Numa declaração emitida na terça-feira, a Relatora Especial das Nações Unidas para a Tortura, Alice Jill Edwards, lembra que Julian Assange sofre de uma perturbação depressiva recorrente e de longa data” e que este “foi identificado como estando em risco de suicídio”.
“Nos Estados Unidos, enfrenta inúmeras acusações, incluindo algumas ao abrigo da Lei de Espionagem de 1917, por alegadamente ter distribuído ilegalmente documentos e outras informações diplomáticas através da WikiLeaks. Se for extraditado, poderá ser mantido em isolamento prolongado enquanto aguarda julgamento ou como prisioneiro. Se for condenado, pode ser condenado a uma pena de prisão até 175 anos", detalha Alice Jill Edwards.
De acordo com a Relatora Especial da ONU, “o risco de ser colocado em prisão solitária, apesar do seu estado mental precário, e de receber uma sentença potencialmente desproporcionada, levanta questões sobre a compatibilidade da extradição de Julian Assange com as obrigações do Reino Unido ao abrigo do direito internacional".
Alice Jill Edwards remete para o Pacto Internacional sobre os Direitos Civis e Políticos, a Convenção das Nações Unidas contra a Tortura, e a Convenção Europeia dos Direitos do Homem.

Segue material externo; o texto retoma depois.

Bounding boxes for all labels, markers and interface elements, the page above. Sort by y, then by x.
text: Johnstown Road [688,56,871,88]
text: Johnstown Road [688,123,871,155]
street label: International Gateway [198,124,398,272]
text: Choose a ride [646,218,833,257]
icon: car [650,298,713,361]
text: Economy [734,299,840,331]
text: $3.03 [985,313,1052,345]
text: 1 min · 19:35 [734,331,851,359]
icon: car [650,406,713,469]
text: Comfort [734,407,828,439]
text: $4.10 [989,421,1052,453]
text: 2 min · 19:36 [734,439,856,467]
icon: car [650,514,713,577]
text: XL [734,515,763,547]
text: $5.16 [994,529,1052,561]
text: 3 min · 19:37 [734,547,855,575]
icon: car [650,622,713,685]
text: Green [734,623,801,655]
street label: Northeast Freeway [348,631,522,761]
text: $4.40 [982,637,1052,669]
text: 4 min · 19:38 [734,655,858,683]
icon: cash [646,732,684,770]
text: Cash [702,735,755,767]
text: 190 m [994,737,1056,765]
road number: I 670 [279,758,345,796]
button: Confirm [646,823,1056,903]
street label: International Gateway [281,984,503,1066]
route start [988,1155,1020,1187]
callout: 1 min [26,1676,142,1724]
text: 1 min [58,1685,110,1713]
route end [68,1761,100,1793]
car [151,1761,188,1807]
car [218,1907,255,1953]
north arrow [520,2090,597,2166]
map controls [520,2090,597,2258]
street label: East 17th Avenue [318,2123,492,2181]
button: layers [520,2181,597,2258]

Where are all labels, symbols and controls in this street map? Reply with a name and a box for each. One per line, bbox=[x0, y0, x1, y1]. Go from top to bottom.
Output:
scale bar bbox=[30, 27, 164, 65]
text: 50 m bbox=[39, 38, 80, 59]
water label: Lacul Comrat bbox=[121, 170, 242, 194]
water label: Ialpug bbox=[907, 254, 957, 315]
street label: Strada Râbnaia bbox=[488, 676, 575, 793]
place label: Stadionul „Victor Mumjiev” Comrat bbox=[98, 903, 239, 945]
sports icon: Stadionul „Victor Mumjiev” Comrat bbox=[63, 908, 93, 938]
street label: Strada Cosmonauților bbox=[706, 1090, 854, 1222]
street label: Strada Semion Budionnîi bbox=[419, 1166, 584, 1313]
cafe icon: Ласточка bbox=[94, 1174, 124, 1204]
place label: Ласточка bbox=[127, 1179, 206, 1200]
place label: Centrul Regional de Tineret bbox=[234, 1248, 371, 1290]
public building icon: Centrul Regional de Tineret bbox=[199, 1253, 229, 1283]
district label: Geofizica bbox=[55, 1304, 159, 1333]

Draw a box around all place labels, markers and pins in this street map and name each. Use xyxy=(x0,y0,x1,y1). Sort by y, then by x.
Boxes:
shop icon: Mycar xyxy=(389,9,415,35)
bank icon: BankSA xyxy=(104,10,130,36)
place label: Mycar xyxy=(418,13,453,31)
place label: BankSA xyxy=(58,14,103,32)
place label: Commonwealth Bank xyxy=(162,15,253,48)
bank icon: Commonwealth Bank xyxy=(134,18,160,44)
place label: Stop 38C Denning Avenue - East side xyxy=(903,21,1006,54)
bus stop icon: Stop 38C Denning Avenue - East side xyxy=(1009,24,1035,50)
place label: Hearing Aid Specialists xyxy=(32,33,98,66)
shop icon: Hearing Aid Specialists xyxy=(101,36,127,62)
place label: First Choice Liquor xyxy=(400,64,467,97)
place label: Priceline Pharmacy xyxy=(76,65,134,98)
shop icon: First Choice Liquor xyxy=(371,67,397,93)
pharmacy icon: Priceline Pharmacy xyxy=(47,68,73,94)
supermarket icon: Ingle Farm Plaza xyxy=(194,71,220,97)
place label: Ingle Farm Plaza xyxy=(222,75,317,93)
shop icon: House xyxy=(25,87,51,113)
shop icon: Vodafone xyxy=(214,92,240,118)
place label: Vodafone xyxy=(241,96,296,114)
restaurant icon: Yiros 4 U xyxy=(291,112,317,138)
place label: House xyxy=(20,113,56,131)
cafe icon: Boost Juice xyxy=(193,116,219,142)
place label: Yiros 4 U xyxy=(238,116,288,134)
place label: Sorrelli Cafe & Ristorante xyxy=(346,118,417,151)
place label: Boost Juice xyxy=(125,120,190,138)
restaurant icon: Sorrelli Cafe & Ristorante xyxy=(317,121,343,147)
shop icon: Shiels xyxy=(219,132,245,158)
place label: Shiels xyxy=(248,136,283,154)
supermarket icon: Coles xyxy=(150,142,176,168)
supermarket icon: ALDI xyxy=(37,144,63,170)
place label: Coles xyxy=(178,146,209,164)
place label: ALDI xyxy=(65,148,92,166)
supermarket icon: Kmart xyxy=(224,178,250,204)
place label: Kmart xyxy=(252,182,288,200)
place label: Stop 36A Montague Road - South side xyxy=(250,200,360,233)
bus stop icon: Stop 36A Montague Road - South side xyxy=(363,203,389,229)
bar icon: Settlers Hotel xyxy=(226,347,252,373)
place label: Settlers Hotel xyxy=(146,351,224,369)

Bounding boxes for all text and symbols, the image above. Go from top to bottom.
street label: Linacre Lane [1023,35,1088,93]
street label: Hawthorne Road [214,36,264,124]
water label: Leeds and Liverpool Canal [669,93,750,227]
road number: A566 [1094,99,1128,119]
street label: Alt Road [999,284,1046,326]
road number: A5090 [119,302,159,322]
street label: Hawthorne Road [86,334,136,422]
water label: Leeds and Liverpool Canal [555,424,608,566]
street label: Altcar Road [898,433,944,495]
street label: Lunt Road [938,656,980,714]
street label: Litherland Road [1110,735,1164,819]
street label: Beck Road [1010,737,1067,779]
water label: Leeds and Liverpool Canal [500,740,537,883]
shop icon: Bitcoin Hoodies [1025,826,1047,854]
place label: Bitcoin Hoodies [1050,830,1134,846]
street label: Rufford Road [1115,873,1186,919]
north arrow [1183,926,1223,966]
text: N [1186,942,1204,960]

Desde a sua detenção, em 11 de abril de 2019, nas instalações da embaixada do Equador em Londres, Julian Assange está preso no estabelecimento de alta segurança de Belmarsh, perto de Londres. Mantido em regime de isolamento, tem sido sujeito a condições de detenção que têm sido denunciadas pelos defensores dos direitos humanos como sendo degradantes e desumanizantes, inclusive o antecessor de Alice Jill Edwards, Nils Melzer.
#UnitedKingdom: Serious questions to answer whether #JulianAssange extradition to USA would be compatible with his human rights.
UN Special Rapporteur on Torture urges UK government to halt imminent extradition of #JulianAssange. Read my statement: https://t.co/PFzPH4ZHue— Alice J Edwards UN Special Rapporteur Torture (@DrAliceJEdwards) February 6, 2024
Ainda assim, e conforme sublinha o Mediapart, este novo alerta sobre as potenciais consequências da extradição para a saúde de Julian Assange é mais contundente e premente do que os anteriores.
Último recurso de Assange ao abrigo da lei britânica
Nos próximos dias 20 e 21 de fevereiro, o Supremo Tribunal de Londres deverá apreciar o último recurso do jornalista australiano ao abrigo da lei britânica. Se o seu pedido for rejeitado, apenas o Tribunal Europeu dos Direitos do Homem (TEDH) poderá ser envolvido.
Os Estados Unidos deram “garantias” de que Assange não seria detido numa prisão de alta segurança e não seria colocado em isolamento. As autoridades americanas também abriram a porta a uma possível transferência de Julian Assange para a Austrália. Bem como se comprometeram a garantir que o jornalista receberia "tratamento clínico e psicológico adequado" ao seu estado de saúde. As promessas americanas levaram o Supremo Tribunal de Justiça de Londres a anular a sentença da primeira instância, que, em janeiro de 2021, deu razão a Assange.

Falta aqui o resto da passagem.